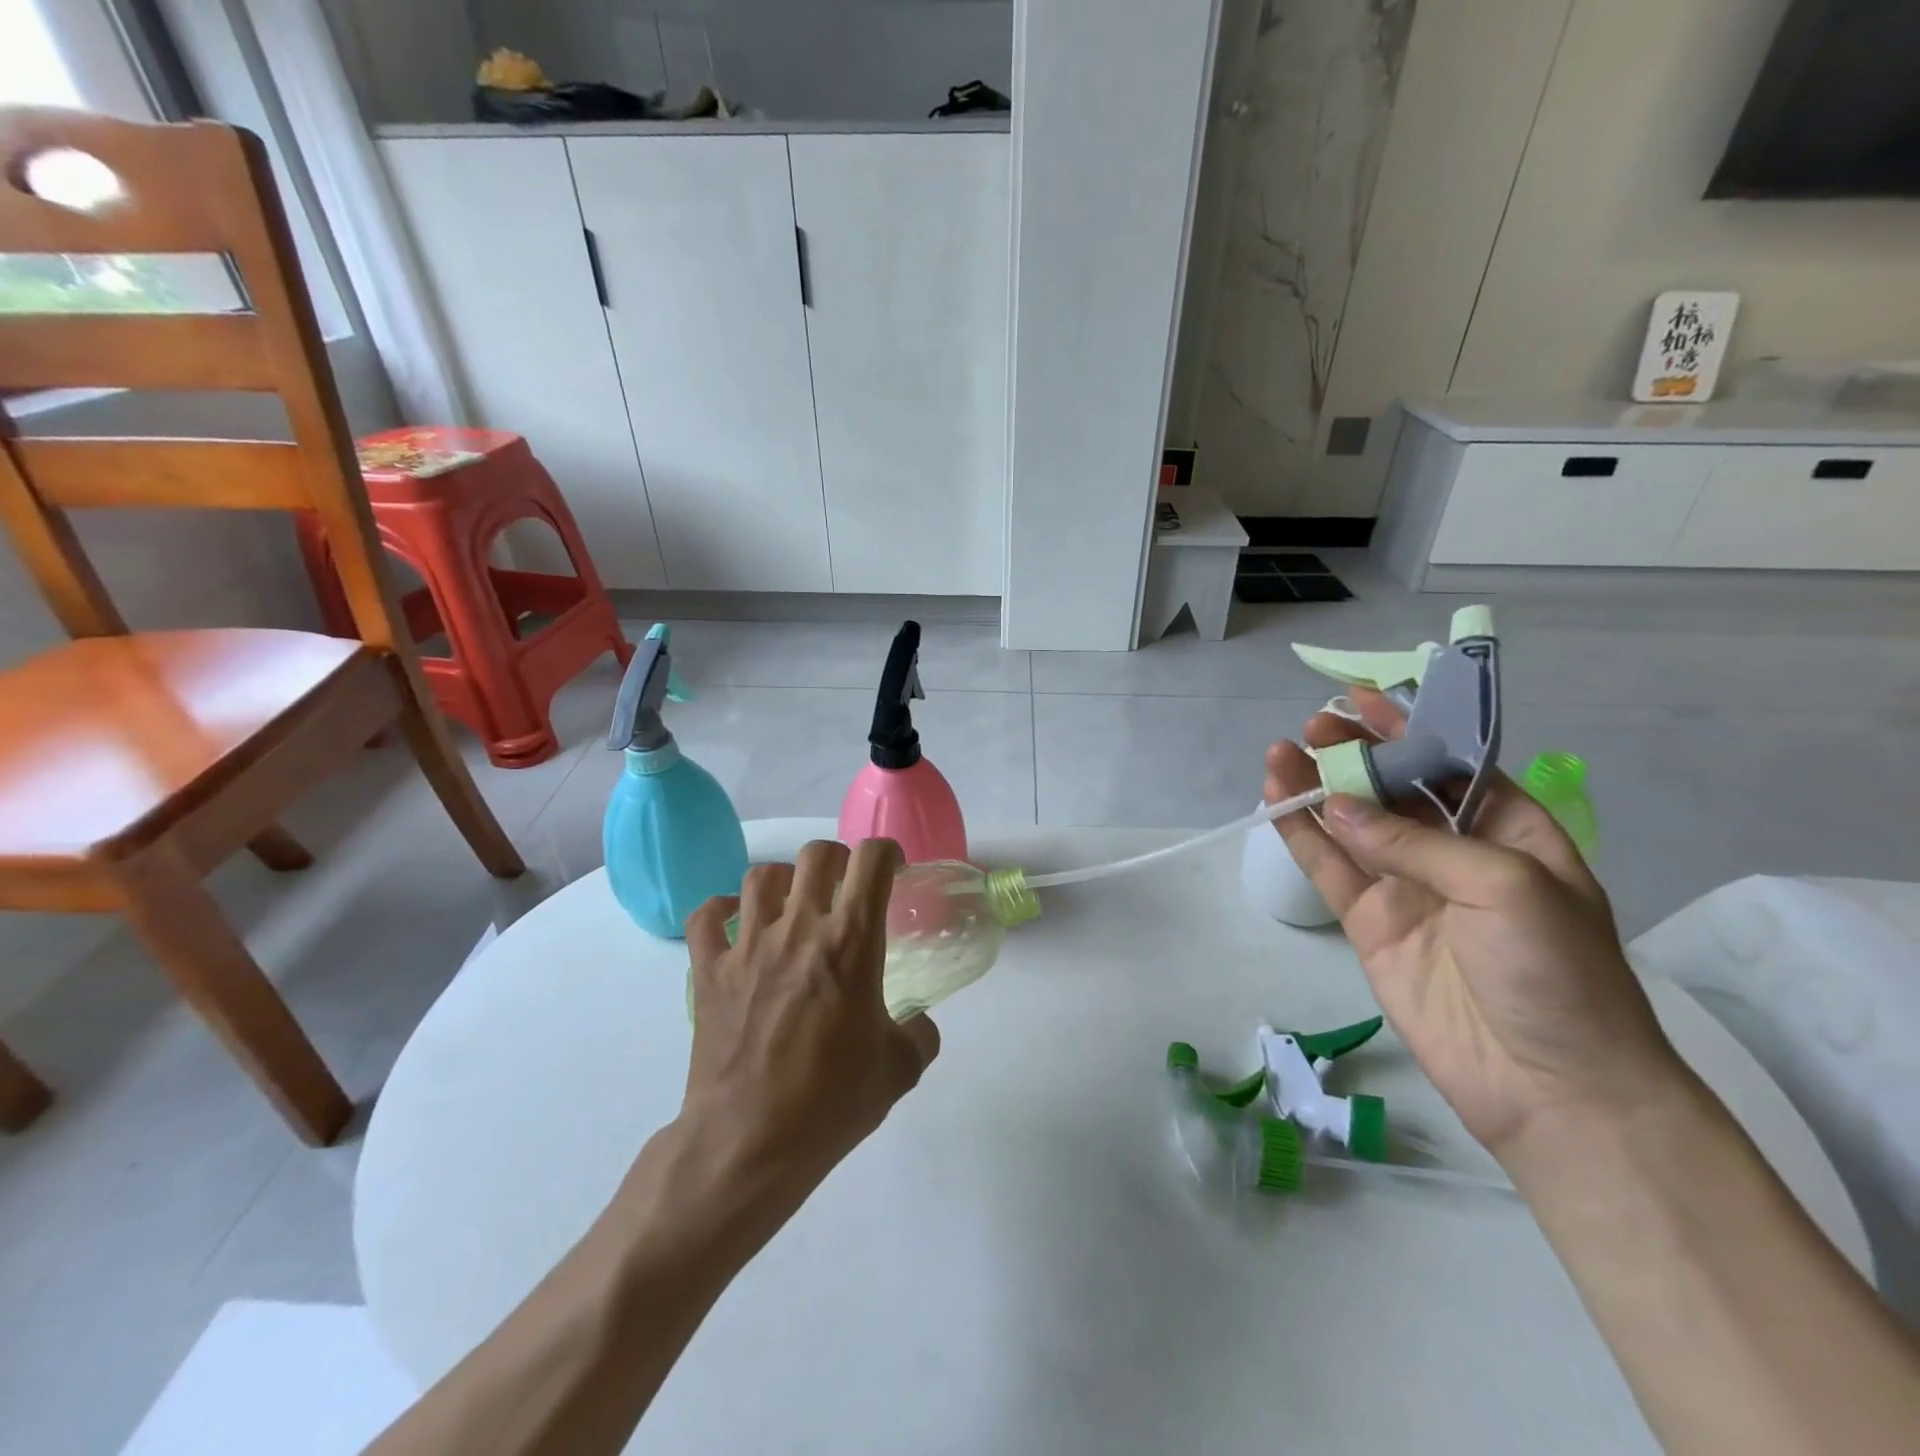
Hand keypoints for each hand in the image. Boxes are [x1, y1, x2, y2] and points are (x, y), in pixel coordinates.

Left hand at [679, 839, 939, 1199]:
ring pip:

ACTIVITY:
Please print all the data above word for word. Pictures should not appear in the copy.

RESPONSE TO THE TASK:
Hand keypoints for each hand in the image. Boxes are [x1, y1, x2, y2] and points are (x, y), in pixel coordinates.

Left hand at [679, 839, 939, 1199]:
ring pip:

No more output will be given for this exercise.